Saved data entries
▬▬▬

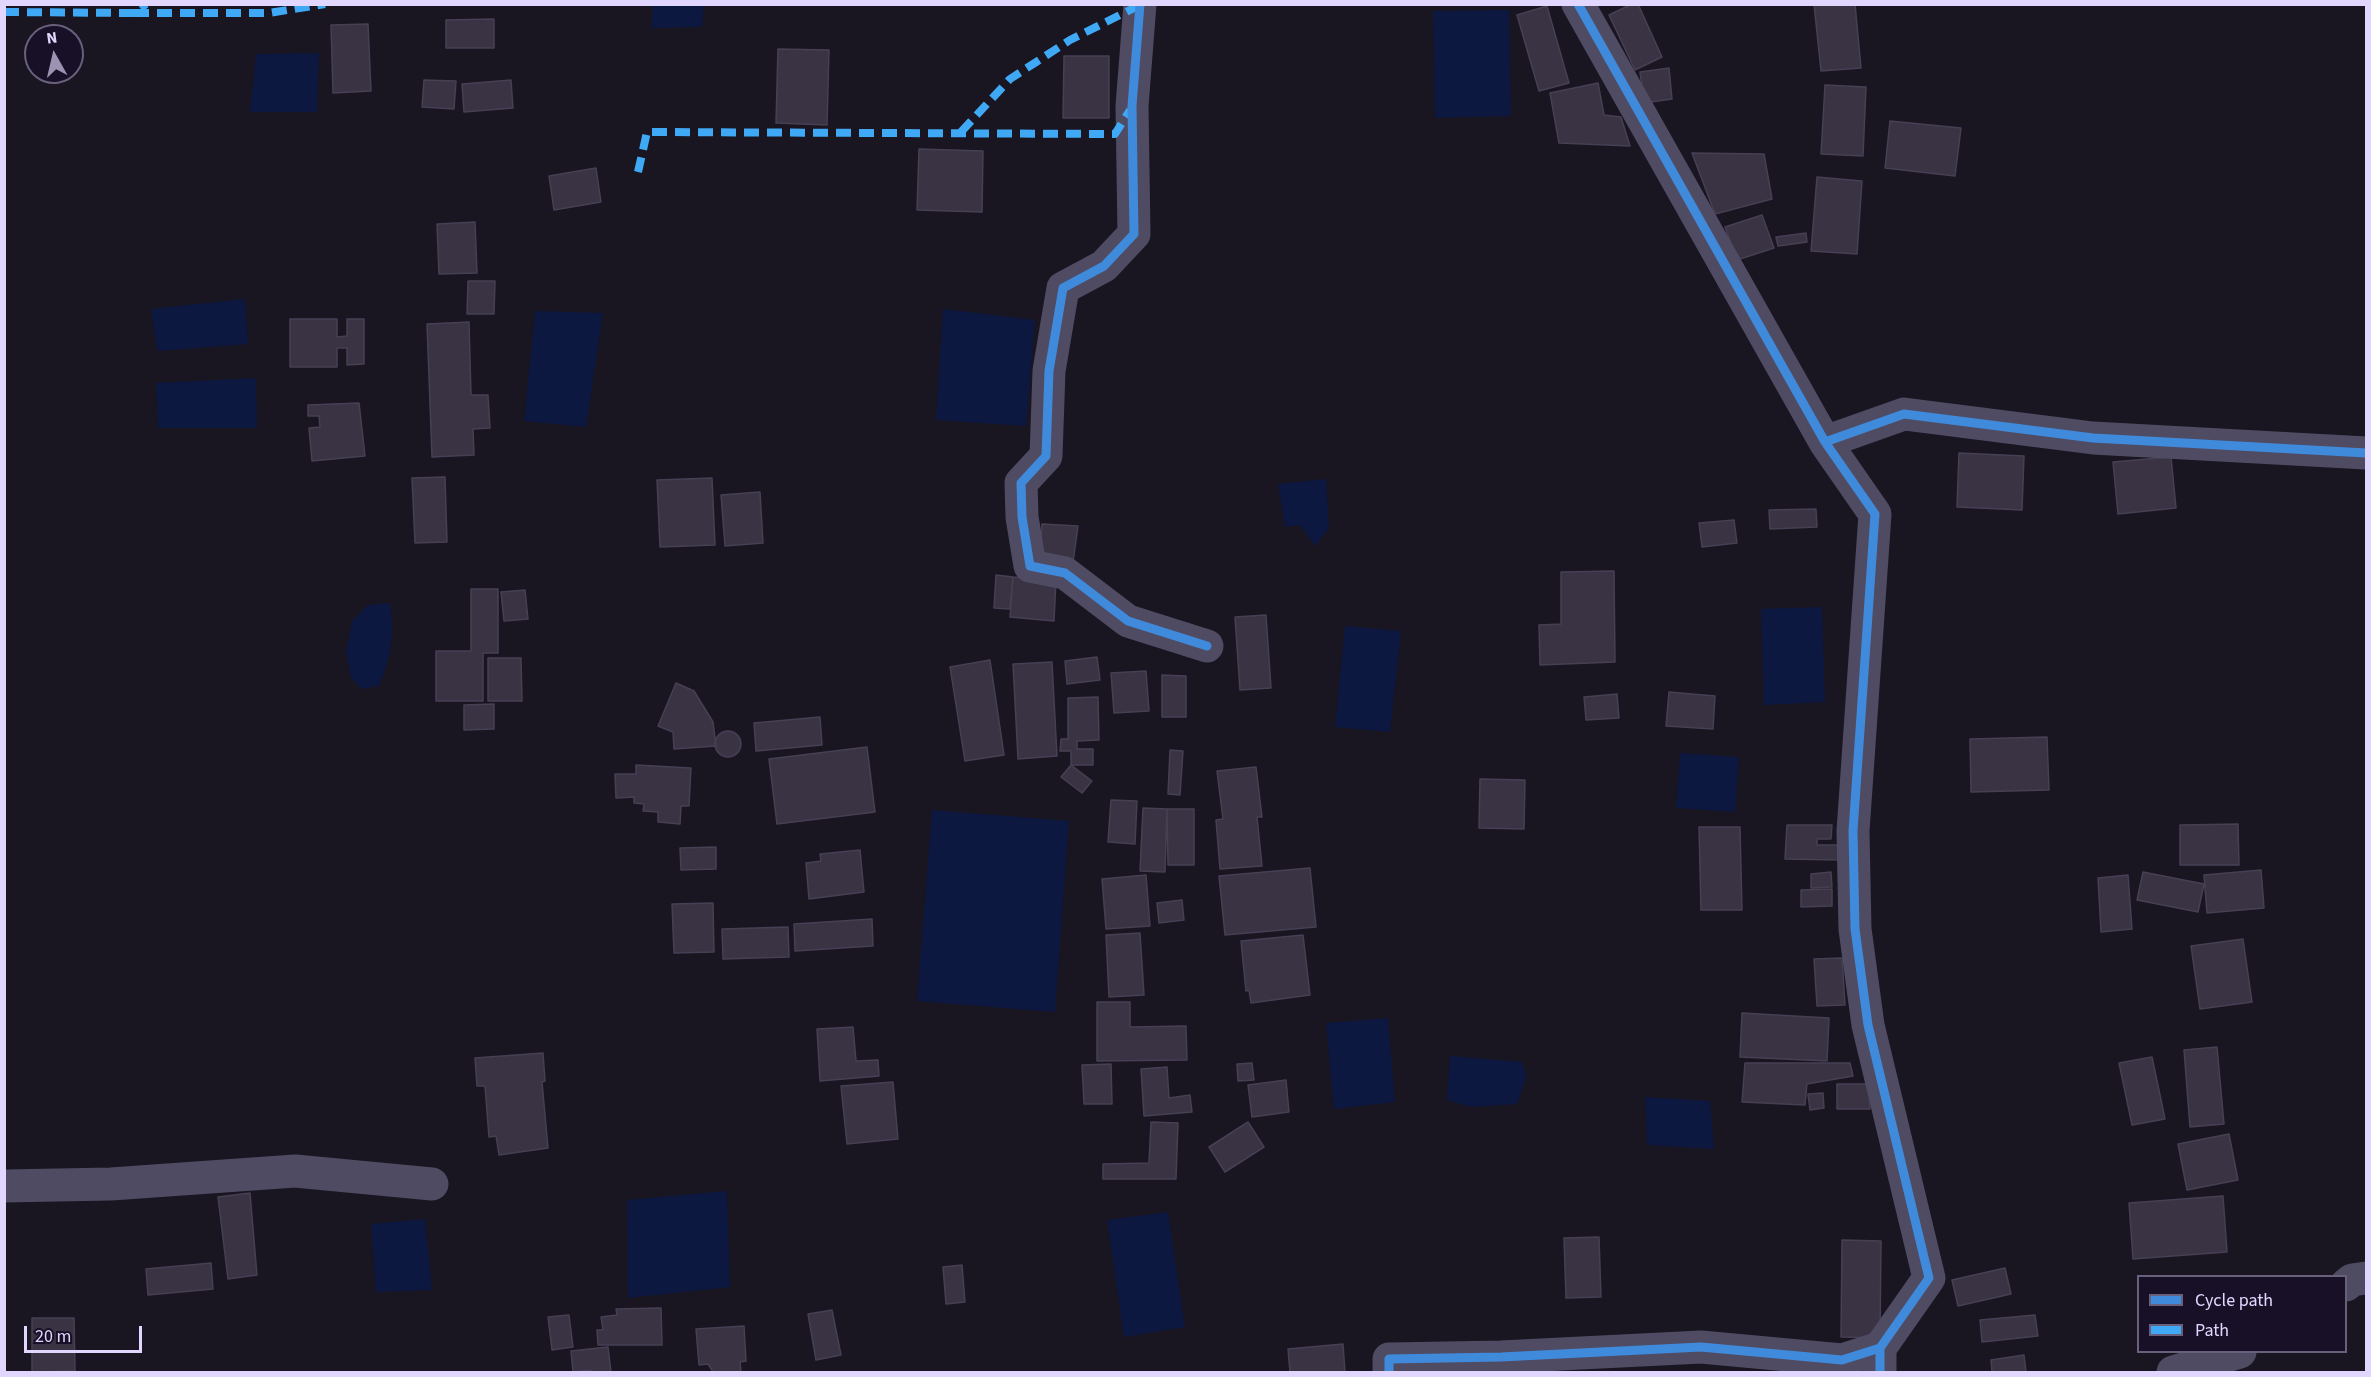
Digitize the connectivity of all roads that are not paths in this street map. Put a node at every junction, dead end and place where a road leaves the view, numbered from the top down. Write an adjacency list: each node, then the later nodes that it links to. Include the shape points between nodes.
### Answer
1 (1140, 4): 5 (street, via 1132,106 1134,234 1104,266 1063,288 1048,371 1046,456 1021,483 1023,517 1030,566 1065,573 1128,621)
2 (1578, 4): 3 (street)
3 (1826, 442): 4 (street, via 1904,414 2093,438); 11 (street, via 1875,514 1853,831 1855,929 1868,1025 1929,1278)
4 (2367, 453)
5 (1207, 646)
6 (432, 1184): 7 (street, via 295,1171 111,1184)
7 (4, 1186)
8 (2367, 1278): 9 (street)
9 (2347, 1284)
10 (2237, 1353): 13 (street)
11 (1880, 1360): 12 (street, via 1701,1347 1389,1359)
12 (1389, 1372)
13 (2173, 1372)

▬▬▬

_ACTIVITY_
Output all of the data word for word, excluding any pictures.

_RESPONSE BELOW_
Digitize the connectivity of all roads that are not paths in this street map. Put a node at every junction, dead end and place where a road leaves the view, numbered from the top down. Write an adjacency list: each node, then the later nodes that it links to. Include the shape points between nodes.
### Answer
1 (1140, 4): 5 (street, via 1132,106 1134,234 1104,266 1063,288 1048,371 1046,456 1021,483 1023,517 1030,566 1065,573 1128,621)
2 (1578, 4): 3 (street)
3 (1826, 442): 4 (street, via 1904,414 2093,438); 11 (street, via 1875,514 1853,831 1855,929 1868,1025 1929,1278)
4 (2367, 453)
5 (1207, 646)
6 (432, 1184): 7 (street, via 295,1171 111,1184)
7 (4, 1186)
8 (2367, 1278): 9 (street)
9 (2347, 1284)
10 (2237, 1353): 13 (street)
11 (1880, 1360): 12 (street, via 1701,1347 1389,1359)
12 (1389, 1372)
13 (2173, 1372)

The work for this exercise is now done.